За год до «Льва и зайца», в 1948 году те же Борис Дежкин и Геннадий Филиппов сняли еще один нравоучительный мультфильм из жизни воображаемых зверей: «Слона и муравья» по басне Гамзата Цадасы, ключевой фигуры в дагестанской литературной элите сталинских времен и по совместительству отца следующей ключевой фигуры, Расула Гамзатова. По сюжету мультфильма и слон, и муравей среди других животных — волка, зайца и медведя — приходят на лисью свадьбу. В исходной басне ни волка, ни медведя, ни лисы нет, а женится заяц, — но авторы мультфильма, видимо, решили уравновесить экзотического персонажа, слона, привычной русскому зрителю массовкой. Слон ведет себя вызывающе, съедает и выпивает все, что есть на дастархане, а потом объявляет, что желает бороться — поскольку в исполнении лезгинки, в отличие от других героев, явно не силен. Легко победив медведя, он не воспринимает всерьез муравья, который тоже вызывается вступить в борьбу. Понятно, что в итоге смелый (и хитрый) муравей побеждает злобного и глупого оппонента.

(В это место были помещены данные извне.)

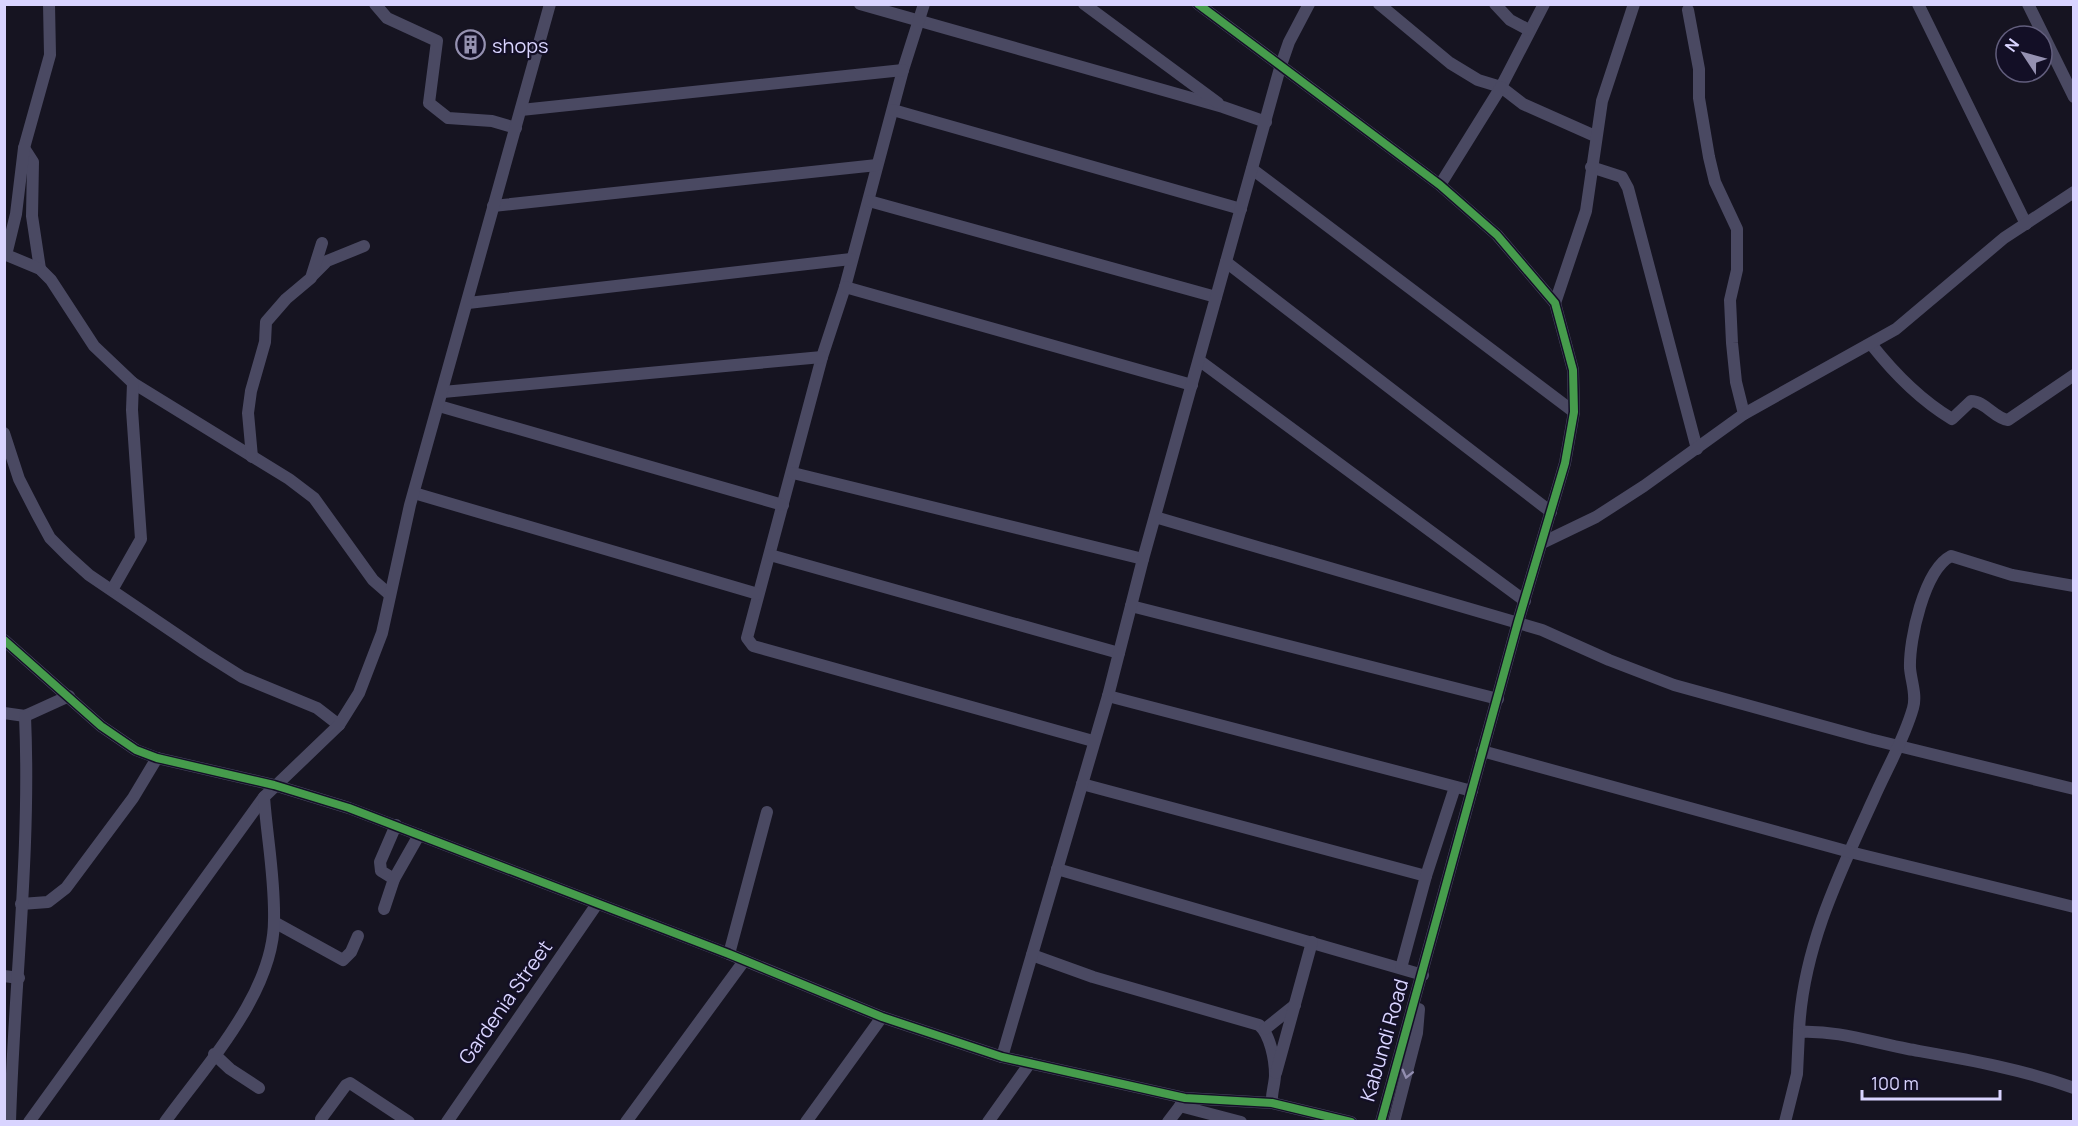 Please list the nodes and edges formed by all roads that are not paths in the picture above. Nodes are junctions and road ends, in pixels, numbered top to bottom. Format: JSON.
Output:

Этот мультфильм породил куда более разнообразную и рыхлую по структуре, но вполне узнаваемую серию с разнообразными персонажами, ключевое различие между которыми состоит в несопоставимости размеров и в запредельном хюбрисе меньшего и слабейшего партнера. Ближе всего к исходному кинотексту, конечно же, те анекдоты, где в качестве действующих лиц выступают слон и муравей: Встречаются слон и муравей. Муравей говорит: «Слушай, а видишь, хлебная крошка лежит? Можешь на нее сесть?» Слон (исполнитель пожимает плечами): «Ну ладно», — садится на крошку. «А теперь видишь — еще одна крошка лежит? Можешь ее себе на спину забросить?» Слон (исполнитель снова пожимает плечами)’. «Ну ладно», — и аккуратно кладет крошку себе на спину. Муравей отходит на пару шагов назад (исполнитель окидывает нахальным взглядом воображаемого слона)’. «Охуительный бутерброд».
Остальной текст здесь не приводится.